== RECORDS PROVIDED ==

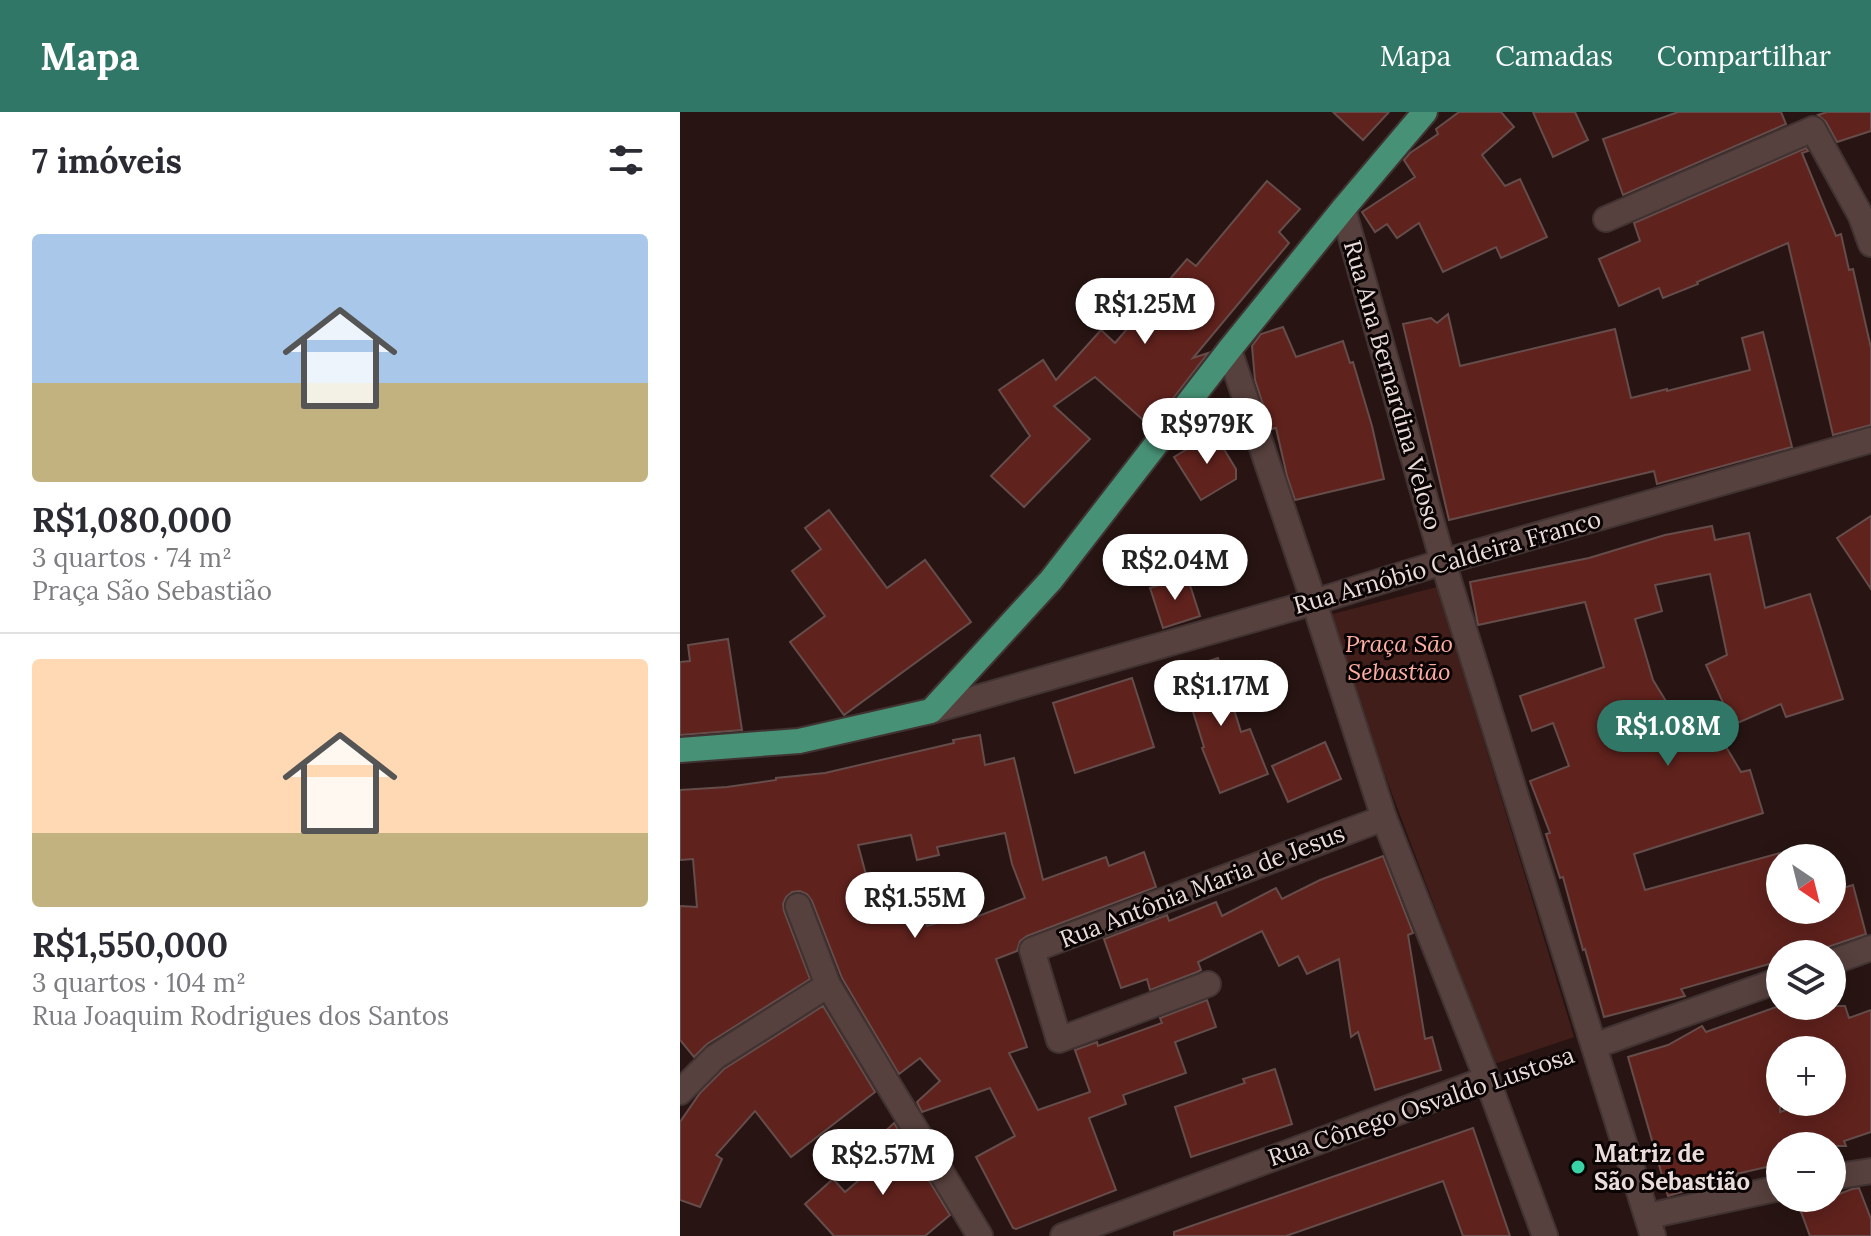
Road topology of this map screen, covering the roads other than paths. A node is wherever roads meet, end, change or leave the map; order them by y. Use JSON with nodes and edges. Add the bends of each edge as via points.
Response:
{"nodes":[{"id":1,"x":1425,"y":112,"type":"edge"},
{"id":2,"x":1343,"y":209,"type":"junction"},
{"id":3,"x":1606,"y":219,"type":"dead end"},
{"id":4,"x":1871,"y":244,"type":"edge"},
{"id":5,"x":1229,"y":350,"type":"junction"},
{"id":6,"x":1871,"y":440,"type":"edge"},
{"id":7,"x":1443,"y":562,"type":"junction"},
{"id":8,"x":1314,"y":602,"type":"junction"},
{"id":9,"x":931,"y":711,"type":"junction"},
{"id":10,"x":680,"y":750,"type":"edge"},
{"id":11,"x":1384,"y":818,"type":"junction"},
{"id":12,"x":798,"y":906,"type":"dead end"},
{"id":13,"x":1871,"y":948,"type":"edge"},
{"id":14,"x":1846,"y":957,"type":"edge"},
{"id":15,"x":1208,"y":984,"type":"dead end"},
{"id":16,"x":828,"y":985,"type":"junction"},
{"id":17,"x":1766,"y":985,"type":"edge"},
{"id":18,"x":1594,"y":1046,"type":"junction"},
{"id":19,"x":1487,"y":1079,"type":"junction"},
{"id":20,"x":680,"y":1092,"type":"edge"},
{"id":21,"x":1871,"y":1171,"type":"edge"},
{"id":22,"x":1846,"y":1175,"type":"edge"},
{"id":23,"x":1766,"y":1192,"type":"edge"},
{"id":24,"x":1650,"y":1226,"type":"edge"},
{"id":25,"x":980,"y":1236,"type":"edge"},
{"id":26,"x":1063,"y":1236,"type":"edge"},
{"id":27,"x":1545,"y":1236,"type":"edge"}],
"edges":[{"from":1,"to":2,"type":"main road"},
{"from":2,"to":5,"type":"main road"},
{"from":2,"to":7,"type":"street","name":"Rua Ana Bernardina Veloso"},
{"from":3,"to":4,"type":"street","via":[[1813,129]]},
{"from":5,"to":8,"type":"street"},
{"from":5,"to":9,"type":"main road","via":[[1051,580]]},
{"from":6,"to":7,"type":"street","name":"Rua Arnóbio Caldeira Franco"},
{"from":7,"to":8,"type":"street","name":"Rua Arnóbio Caldeira Franco"},
{"from":7,"to":18,"type":"street"},
{"from":8,"to":9,"type":"street","name":"Rua Arnóbio Caldeira Franco"},
{"from":8,"to":11,"type":"street"},
{"from":9,"to":10,"type":"main road","via":[[799,741]]},
{"from":11,"to":15,"type":"street","name":"Rua Antônia Maria de Jesus","via":[[1032,950],[1059,1040]]},
{"from":11,"to":19,"type":"street"},
{"from":12,"to":16,"type":"street"},
{"from":13,"to":14,"type":"street"},
{"from":16,"to":20,"type":"street","via":[[715,1057]]},
{"from":16,"to":25,"type":"street"},
{"from":17,"to":18,"type":"street","name":"Rua Cônego Osvaldo Lustosa"},
{"from":18,"to":24,"type":"street"},
{"from":19,"to":26,"type":"street","name":"Rua Cônego Osvaldo Lustosa"},
{"from":19,"to":27,"type":"street"},
{"from":21,"to":22,"type":"street"},
{"from":23,"to":24,"type":"street"}]}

===

** TASK TO CARRY OUT **
Return the material exactly as given above, picture-free.

** SOLUTION TO THIS PROBLEM **
Road topology of this map screen, covering the roads other than paths. A node is wherever roads meet, end, change or leave the map; order them by y. Use JSON with nodes and edges. Add the bends of each edge as via points.
Response:
{"nodes":[{"id":1,"x":1425,"y":112,"type":"edge"},
{"id":2,"x":1343,"y":209,"type":"junction"},
{"id":3,"x":1606,"y":219,"type":"dead end"},
{"id":4,"x":1871,"y":244,"type":"edge"},
{"id":5,"x":1229,"y":350,"type":"junction"},
{"id":6,"x":1871,"y":440,"type":"edge"},
{"id":7,"x":1443,"y":562,"type":"junction"},
{"id":8,"x":1314,"y":602,"type":"junction"},
{"id":9,"x":931,"y":711,"type":"junction"},
{"id":10,"x":680,"y":750,"type":"edge"},
{"id":11,"x":1384,"y":818,"type":"junction"},
{"id":12,"x":798,"y":906,"type":"dead end"},
{"id":13,"x":1871,"y":948,"type":"edge"},
{"id":14,"x":1846,"y":957,"type":"edge"},
{"id":15,"x":1208,"y":984,"type":"dead end"},
{"id":16,"x":828,"y":985,"type":"junction"},
{"id":17,"x":1766,"y":985,"type":"edge"},
{"id":18,"x":1594,"y":1046,"type":"junction"},
{"id":19,"x":1487,"y":1079,"type":"junction"},
{"id":20,"x":680,"y":1092,"type":"edge"},
{"id":21,"x":1871,"y":1171,"type":"edge"},
{"id":22,"x":1846,"y":1175,"type":"edge"},
{"id":23,"x":1766,"y":1192,"type":"edge"},
{"id":24,"x":1650,"y":1226,"type":"edge"},
{"id":25,"x":980,"y":1236,"type":"edge"},
{"id":26,"x":1063,"y":1236,"type":"edge"},
{"id":27,"x":1545,"y":1236,"type":"edge"}],
"edges":[{"from":1,"to":2,"type":"main road"},
{"from":2,"to":5,"type":"main road"},
{"from":2,"to":7,"type":"street","name":"Rua Ana Bernardina Veloso"},
{"from":3,"to":4,"type":"street","via":[[1813,129]]},
{"from":5,"to":8,"type":"street"},
{"from":5,"to":9,"type":"main road","via":[[1051,580]]},
{"from":6,"to":7,"type":"street","name":"Rua Arnóbio Caldeira Franco"},
{"from":7,"to":8,"type":"street","name":"Rua Arnóbio Caldeira Franco"},
{"from":7,"to":18,"type":"street"},
{"from":8,"to":9,"type":"street","name":"Rua Arnóbio Caldeira Franco"},
{"from":8,"to":11,"type":"street"},
{"from":9,"to":10,"type":"main road","via":[[799,741]]},
{"from":11,"to":15,"type":"street","name":"Rua Antônia Maria de Jesus","via":[[1032,950],[1059,1040]]},
{"from":11,"to":19,"type":"street"},
{"from":12,"to":16,"type":"street"},
{"from":13,"to":14,"type":"street"},
{"from":16,"to":20,"type":"street","via":[[715,1057]]},
{"from":16,"to":25,"type":"street"},
{"from":17,"to":18,"type":"street","name":"Rua Cônego Osvaldo Lustosa"},
{"from":18,"to":24,"type":"street"},
{"from":19,"to":26,"type":"street","name":"Rua Cônego Osvaldo Lustosa"},
{"from":19,"to":27,"type":"street"},
{"from":21,"to":22,"type":"street"},
{"from":23,"to":24,"type":"street"}]}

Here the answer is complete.